Brutzman, Donald P., A Virtual World for an Autonomous Underwater Vehicle, Ph.D. Dissertation, Naval Postgraduate School, Monterey California, December 1994. Also available: software reference.
Abstract. A critical bottleneck exists in Autonomous Underwater Vehicle (AUV) design and development. It is tremendously difficult to observe, communicate with and test underwater robots, because they operate in a remote and hazardous environment where physical dynamics and sensing modalities are counterintuitive.

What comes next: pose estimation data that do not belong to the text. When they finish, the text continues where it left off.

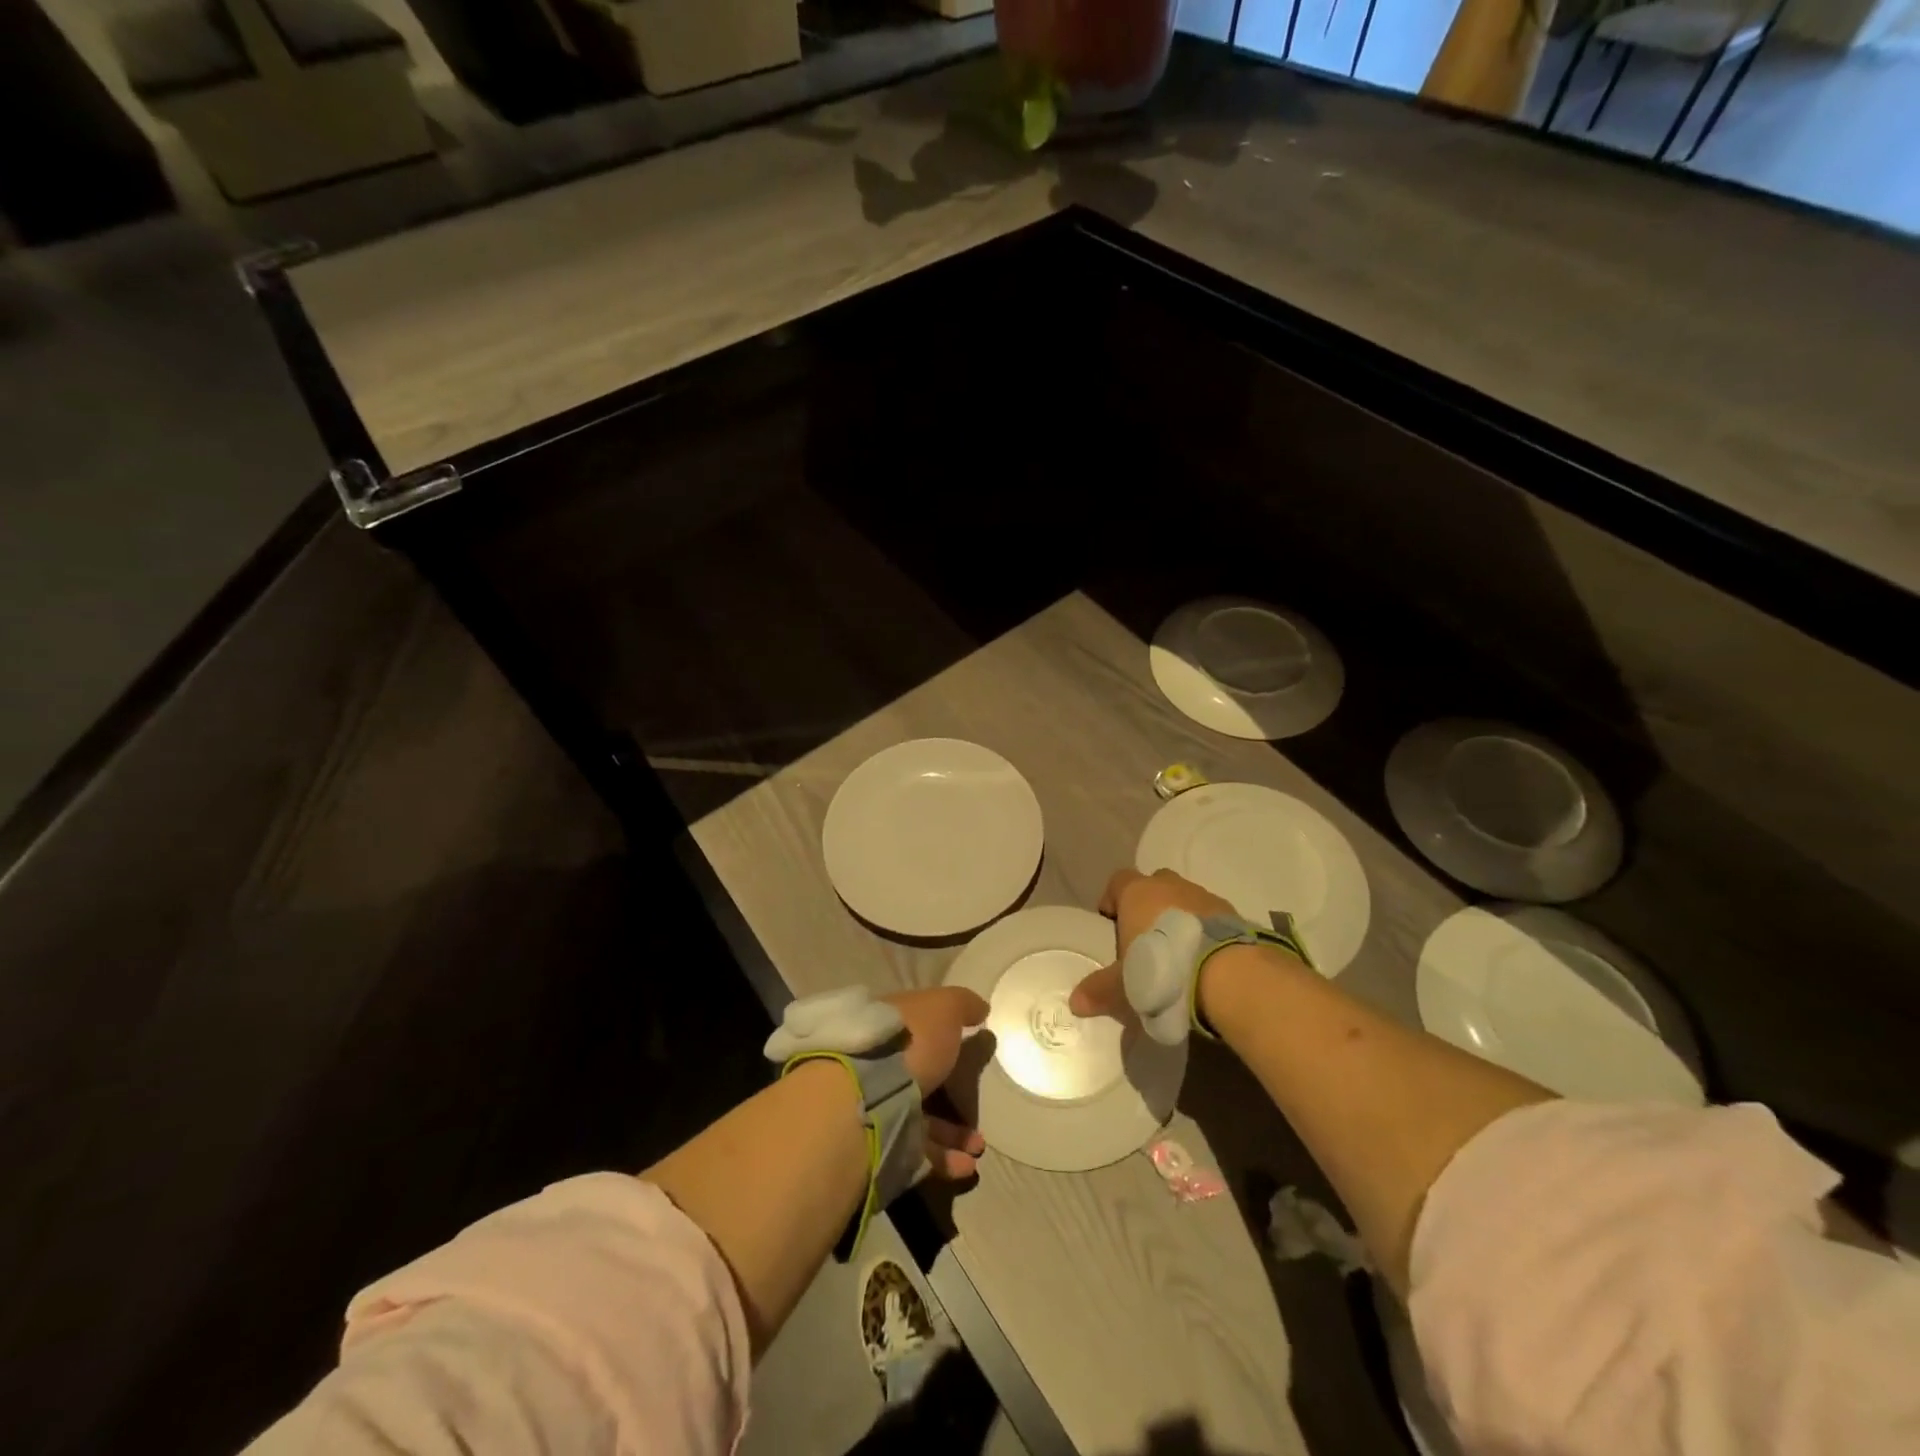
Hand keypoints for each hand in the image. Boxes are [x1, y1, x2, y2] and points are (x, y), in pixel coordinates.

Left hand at [884, 987, 989, 1178]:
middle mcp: (880, 1062)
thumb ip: (963, 1005)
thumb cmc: (909, 1042)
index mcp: (890, 1026)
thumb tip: (981, 1009)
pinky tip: (967, 1164)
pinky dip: (944, 1158)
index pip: (916, 1028)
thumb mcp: (942, 1009)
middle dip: (954, 1092)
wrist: (866, 1097)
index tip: (971, 1051)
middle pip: (921, 1074)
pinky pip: (917, 1150)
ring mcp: (878, 1103)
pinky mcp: (880, 1142)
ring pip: (920, 1116)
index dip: (944, 1037)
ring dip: (954, 1132)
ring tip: (978, 1145)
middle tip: (979, 1104)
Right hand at [1069, 868, 1234, 1018]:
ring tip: (1178, 952)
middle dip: (1148, 904)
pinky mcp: (1233, 914)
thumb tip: (1074, 1003)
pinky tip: (1204, 957)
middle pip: (1154, 884)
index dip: (1112, 898)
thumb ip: (1099, 990)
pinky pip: (1211, 916)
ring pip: (1185, 897)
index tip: (1110, 920)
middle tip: (1145, 936)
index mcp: (1138, 893)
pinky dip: (1204, 930)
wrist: (1227, 974)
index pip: (1118, 880)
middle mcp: (1170, 886)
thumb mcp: (1123, 986)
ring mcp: (1204, 896)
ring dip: (1179, 916)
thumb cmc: (1162, 969)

An underwater virtual world can comprehensively model all salient functional characteristics of the real world in real time. This virtual world is designed from the perspective of the robot, enabling realistic AUV evaluation and testing in the laboratory. Three-dimensional real-time computer graphics are our window into that virtual world.
Visualization of robot interactions within a virtual world permits sophisticated analyses of robot performance that are otherwise unavailable. Sonar visualization permits researchers to accurately "look over the robot's shoulder" or even "see through the robot's eyes" to intuitively understand sensor-environment interactions. Extending the theoretical derivation of a set of six-degree-of-freedom hydrodynamics equations has provided a fully general physics-based model capable of producing highly non-linear yet experimentally verifiable response in real time.

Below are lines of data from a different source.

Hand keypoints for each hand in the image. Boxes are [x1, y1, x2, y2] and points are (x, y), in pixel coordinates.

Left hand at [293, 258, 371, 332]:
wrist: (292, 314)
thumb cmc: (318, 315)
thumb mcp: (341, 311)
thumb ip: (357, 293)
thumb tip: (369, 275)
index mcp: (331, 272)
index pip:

Distribution of underwater virtual world components enables scalability and real-time response. The IEEE Distributed Interactive Simulation (DIS) protocol is used for compatible live interaction with other virtual worlds. Network connections allow remote access, demonstrated via Multicast Backbone (MBone) audio and video collaboration with researchers at remote locations. Integrating the World-Wide Web allows rapid access to resources distributed across the Internet.